# [Directions for this task]
Retype the records word for word. Skip every image.

────────────────────────────────────────

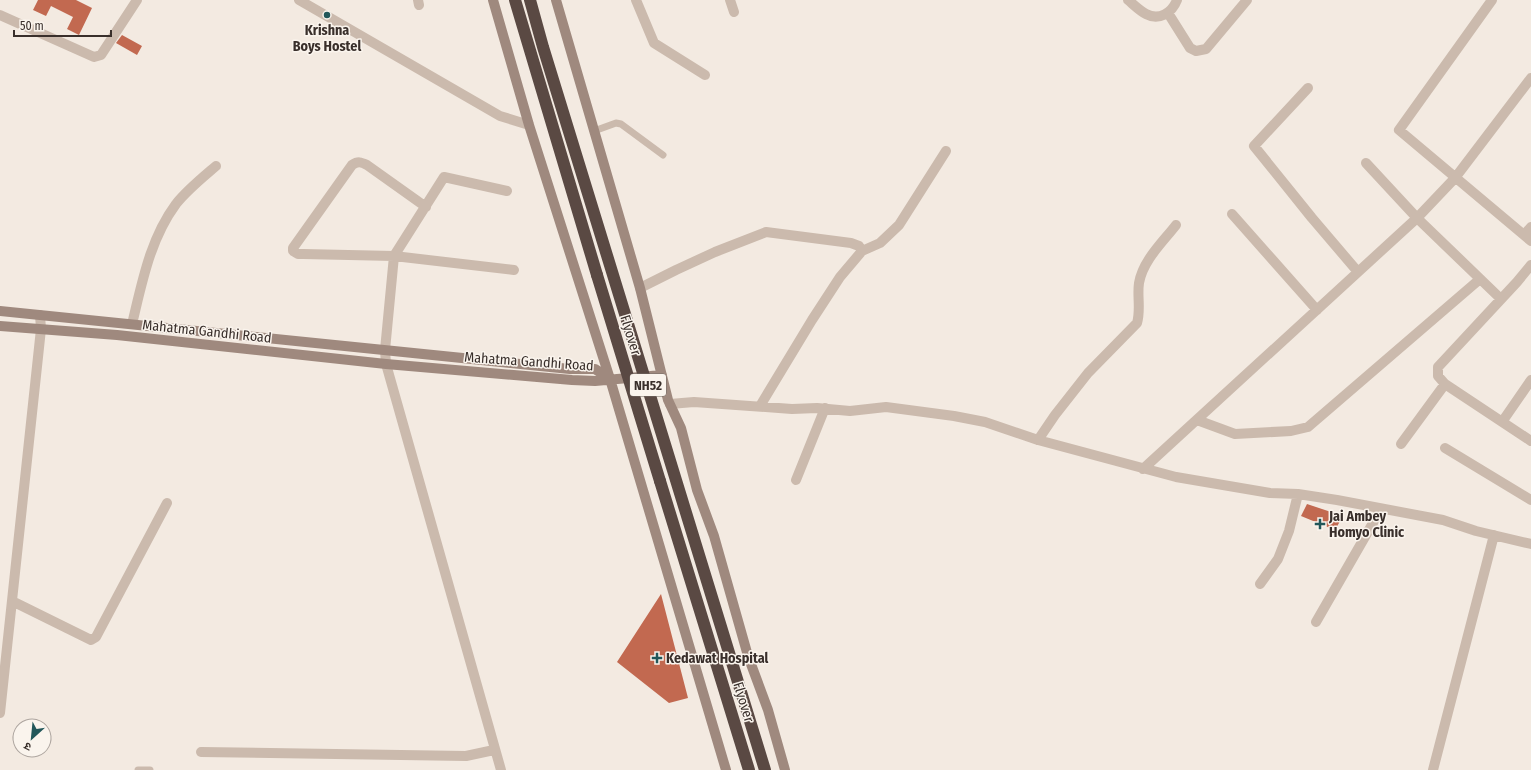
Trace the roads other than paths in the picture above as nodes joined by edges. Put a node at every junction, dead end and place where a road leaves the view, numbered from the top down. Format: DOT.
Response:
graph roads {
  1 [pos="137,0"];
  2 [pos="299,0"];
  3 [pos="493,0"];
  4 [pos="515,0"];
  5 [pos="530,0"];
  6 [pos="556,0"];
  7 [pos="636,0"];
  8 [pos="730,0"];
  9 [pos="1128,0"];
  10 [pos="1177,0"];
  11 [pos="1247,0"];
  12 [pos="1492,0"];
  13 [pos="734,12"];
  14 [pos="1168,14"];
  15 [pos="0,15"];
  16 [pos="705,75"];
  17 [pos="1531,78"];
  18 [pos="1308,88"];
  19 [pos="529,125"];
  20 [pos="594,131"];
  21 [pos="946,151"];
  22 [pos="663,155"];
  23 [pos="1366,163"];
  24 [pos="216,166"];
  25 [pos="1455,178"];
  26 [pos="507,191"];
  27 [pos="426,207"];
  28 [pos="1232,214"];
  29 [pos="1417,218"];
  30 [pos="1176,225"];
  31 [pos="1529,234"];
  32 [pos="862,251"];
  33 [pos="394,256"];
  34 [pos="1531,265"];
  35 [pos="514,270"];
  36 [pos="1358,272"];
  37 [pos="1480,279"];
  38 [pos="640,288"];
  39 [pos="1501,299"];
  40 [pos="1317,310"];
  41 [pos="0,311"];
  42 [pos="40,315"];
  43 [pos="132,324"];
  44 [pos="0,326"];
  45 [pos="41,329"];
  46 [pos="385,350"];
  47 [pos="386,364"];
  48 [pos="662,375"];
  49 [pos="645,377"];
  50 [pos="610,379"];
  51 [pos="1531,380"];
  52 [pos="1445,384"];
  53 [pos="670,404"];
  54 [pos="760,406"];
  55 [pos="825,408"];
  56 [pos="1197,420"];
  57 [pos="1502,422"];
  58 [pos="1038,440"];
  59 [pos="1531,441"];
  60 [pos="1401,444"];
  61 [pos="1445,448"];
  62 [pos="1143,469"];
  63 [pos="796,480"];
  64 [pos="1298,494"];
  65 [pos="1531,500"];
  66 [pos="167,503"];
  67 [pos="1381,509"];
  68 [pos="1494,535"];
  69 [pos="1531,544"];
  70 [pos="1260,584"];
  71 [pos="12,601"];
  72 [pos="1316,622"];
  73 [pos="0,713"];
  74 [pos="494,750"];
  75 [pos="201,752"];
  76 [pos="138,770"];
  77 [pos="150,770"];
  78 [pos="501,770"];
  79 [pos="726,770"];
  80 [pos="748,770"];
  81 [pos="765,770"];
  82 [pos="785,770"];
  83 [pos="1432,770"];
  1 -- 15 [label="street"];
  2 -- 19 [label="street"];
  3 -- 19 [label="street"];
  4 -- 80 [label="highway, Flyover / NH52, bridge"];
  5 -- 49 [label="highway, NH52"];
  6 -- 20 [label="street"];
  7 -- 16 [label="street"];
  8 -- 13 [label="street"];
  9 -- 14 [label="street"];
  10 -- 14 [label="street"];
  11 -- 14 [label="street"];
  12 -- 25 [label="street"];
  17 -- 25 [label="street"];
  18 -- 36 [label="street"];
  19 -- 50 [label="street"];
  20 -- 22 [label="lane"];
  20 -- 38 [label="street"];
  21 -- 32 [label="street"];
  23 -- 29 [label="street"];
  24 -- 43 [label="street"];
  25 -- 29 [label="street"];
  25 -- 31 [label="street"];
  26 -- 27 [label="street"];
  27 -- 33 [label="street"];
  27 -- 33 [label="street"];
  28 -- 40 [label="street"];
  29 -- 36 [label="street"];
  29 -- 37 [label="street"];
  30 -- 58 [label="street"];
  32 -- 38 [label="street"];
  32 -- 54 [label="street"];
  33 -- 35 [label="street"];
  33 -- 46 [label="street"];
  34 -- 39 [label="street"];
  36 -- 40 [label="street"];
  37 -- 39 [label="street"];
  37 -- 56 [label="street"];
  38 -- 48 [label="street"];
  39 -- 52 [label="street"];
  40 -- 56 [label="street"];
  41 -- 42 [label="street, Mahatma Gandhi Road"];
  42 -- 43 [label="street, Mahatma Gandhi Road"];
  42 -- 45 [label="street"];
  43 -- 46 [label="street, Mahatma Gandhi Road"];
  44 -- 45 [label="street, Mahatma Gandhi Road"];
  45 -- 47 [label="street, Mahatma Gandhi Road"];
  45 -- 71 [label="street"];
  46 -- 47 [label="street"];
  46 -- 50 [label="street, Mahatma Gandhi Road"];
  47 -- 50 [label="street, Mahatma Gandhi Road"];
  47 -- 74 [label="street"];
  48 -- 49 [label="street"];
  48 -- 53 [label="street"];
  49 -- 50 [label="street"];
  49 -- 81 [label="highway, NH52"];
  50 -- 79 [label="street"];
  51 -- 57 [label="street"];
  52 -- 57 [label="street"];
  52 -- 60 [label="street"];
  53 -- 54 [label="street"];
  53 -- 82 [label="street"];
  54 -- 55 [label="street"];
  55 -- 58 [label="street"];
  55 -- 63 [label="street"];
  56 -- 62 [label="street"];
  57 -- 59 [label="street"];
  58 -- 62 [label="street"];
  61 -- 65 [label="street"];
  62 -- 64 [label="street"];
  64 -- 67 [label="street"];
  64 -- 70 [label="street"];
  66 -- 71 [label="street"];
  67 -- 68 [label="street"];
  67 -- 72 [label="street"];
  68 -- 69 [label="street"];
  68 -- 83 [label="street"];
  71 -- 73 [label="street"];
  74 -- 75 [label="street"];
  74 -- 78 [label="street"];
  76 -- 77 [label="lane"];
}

────────────────────────────────────────

# [Result below]
Trace the roads other than paths in the picture above as nodes joined by edges. Put a node at every junction, dead end and place where a road leaves the view, numbered from the top down. Format: DOT.
Response:
graph roads {
  1 [pos="137,0"];
  2 [pos="299,0"];
  3 [pos="493,0"];
  4 [pos="515,0"];
  5 [pos="530,0"];
  6 [pos="556,0"];
  7 [pos="636,0"];
  8 [pos="730,0"];
  9 [pos="1128,0"];
  10 [pos="1177,0"];
  11 [pos="1247,0"];
  12 [pos="1492,0"];
  13 [pos="734,12"];
  14 [pos="1168,14"];
  15 [pos="0,15"];
  16 [pos="705,75"];
  17 [pos="1531,78"];
  18 [pos="1308,88"];
  19 [pos="529,125"];
  20 [pos="594,131"];
  21 [pos="946,151"];
  22 [pos="663,155"];
  23 [pos="1366,163"];
  24 [pos="216,166"];
  25 [pos="1455,178"];
  26 [pos="507,191"];
  27 [pos="426,207"];
  28 [pos="1232,214"];
  29 [pos="1417,218"];
  30 [pos="1176,225"];
  31 [pos="1529,234"];
  32 [pos="862,251"];
  33 [pos="394,256"];
  34 [pos="1531,265"];
  35 [pos="514,270"];
  36 [pos="1358,272"];
  37 [pos="1480,279"];
  38 [pos="640,288"];
  39 [pos="1501,299"];
  40 [pos="1317,310"];
  41 [pos="0,311"];
  42 [pos="40,315"];
  43 [pos="132,324"];
  44 [pos="0,326"];
  45 [pos="41,329"];
  46 [pos="385,350"];
  47 [pos="386,364"];
  48 [pos="662,375"];
  49 [pos="645,377"];
  50 [pos="610,379"];
  51 [pos="1531,380"];
  52 [pos="1445,384"];
  53 [pos="670,404"];
  54 [pos="760,406"];
  55 [pos="825,408"];
  56 [pos="1197,420"];
  57 [pos="1502,422"];
  58 [pos="1038,440"];
  59 [pos="1531,441"];
  60 [pos="1401,444"];
  61 [pos="1445,448"];
  62 [pos="1143,469"];
  63 [pos="796,480"];
  64 [pos="1298,494"];
  65 [pos="1531,500"];
  66 [pos="167,503"];
  67 [pos="1381,509"];
  68 [pos="1494,535"];
  69 [pos="1531,544"];
  70 [pos="1260,584"];
  71 [pos="12,601"];
  72 [pos="1316,622"];
  73 [pos="0,713"];
  74 [pos="494,750"];
  75 [pos="201,752"];
  76 [pos="138,770"];
  77 [pos="150,770"];
  78 [pos="501,770"];
  79 [pos="726,770"];
  80 [pos="748,770"];
  81 [pos="765,770"];
  82 [pos="785,770"];
  83 [pos="1432,770"];
  1 -- 15 [label="street"];
  2 -- 19 [label="street"];
  3 -- 19 [label="street"];
  4 -- 80 [label="highway, Flyover / NH52, bridge"];
  5 -- 49 [label="highway, NH52"];
  6 -- 20 [label="street"];
  7 -- 16 [label="street"];
  8 -- 13 [label="street"];
  9 -- 14 [label="street"];
  10 -- 14 [label="street"];
  11 -- 14 [label="street"];
  12 -- 25 [label="street"];
  17 -- 25 [label="street"];
  18 -- 36 [label="street"];
  19 -- 50 [label="street"];
  20 -- 22 [label="lane"];
  20 -- 38 [label="street"];
  21 -- 32 [label="street"];
  23 -- 29 [label="street"];
  24 -- 43 [label="street"];
  25 -- 29 [label="street"];
  25 -- 31 [label="street"];
  26 -- 27 [label="street"];
  27 -- 33 [label="street"];
  27 -- 33 [label="street"];
  28 -- 40 [label="street"];
  29 -- 36 [label="street"];
  29 -- 37 [label="street"];
  30 -- 58 [label="street"];
  32 -- 38 [label="street"];
  32 -- 54 [label="street"];
  33 -- 35 [label="street"];
  33 -- 46 [label="street"];
  34 -- 39 [label="street"];
  36 -- 40 [label="street"];
  37 -- 39 [label="street"];
  37 -- 56 [label="street"];
  38 -- 48 [label="street"];
  39 -- 52 [label="street"];
  40 -- 56 [label="street"];
  41 -- 42 [label="street, Mahatma Gandhi Road"];
  42 -- 43 [label="street, Mahatma Gandhi Road"];
  42 -- 45 [label="street"];
  43 -- 46 [label="street, Mahatma Gandhi Road"];
  44 -- 45 [label="street, Mahatma Gandhi Road"];
  45 -- 47 [label="street, Mahatma Gandhi Road"];
  45 -- 71 [label="street"];
  46 -- 47 [label="street"];
  46 -- 50 [label="street, Mahatma Gandhi Road"];
  47 -- 50 [label="street, Mahatma Gandhi Road"];
  47 -- 74 [label="street"];
  48 -- 49 [label="street"];
  48 -- 53 [label="street"];
  49 -- 50 [label="street"];
  49 -- 81 [label="highway, NH52"];
  50 -- 79 [label="street"];
  51 -- 57 [label="street"];
  52 -- 57 [label="street"];
  52 -- 60 [label="street"];
  53 -- 54 [label="street"];
  53 -- 82 [label="street"];
  54 -- 55 [label="street"];
  55 -- 58 [label="street"];
  55 -- 63 [label="street"];
  56 -- 62 [label="street"];
  57 -- 59 [label="street"];
  58 -- 62 [label="street"];
  61 -- 65 [label="street"];
  62 -- 64 [label="street"];
  64 -- 67 [label="street"];
  64 -- 70 [label="street"];
  66 -- 71 [label="street"];
  67 -- 68 [label="street"];
  67 -- 72 [label="street"];
  68 -- 69 [label="street"];
  68 -- 83 [label="street"];
  71 -- 73 [label="street"];
  74 -- 75 [label="street"];
  74 -- 78 [label="street"];
  76 -- 77 [label="lane"];
}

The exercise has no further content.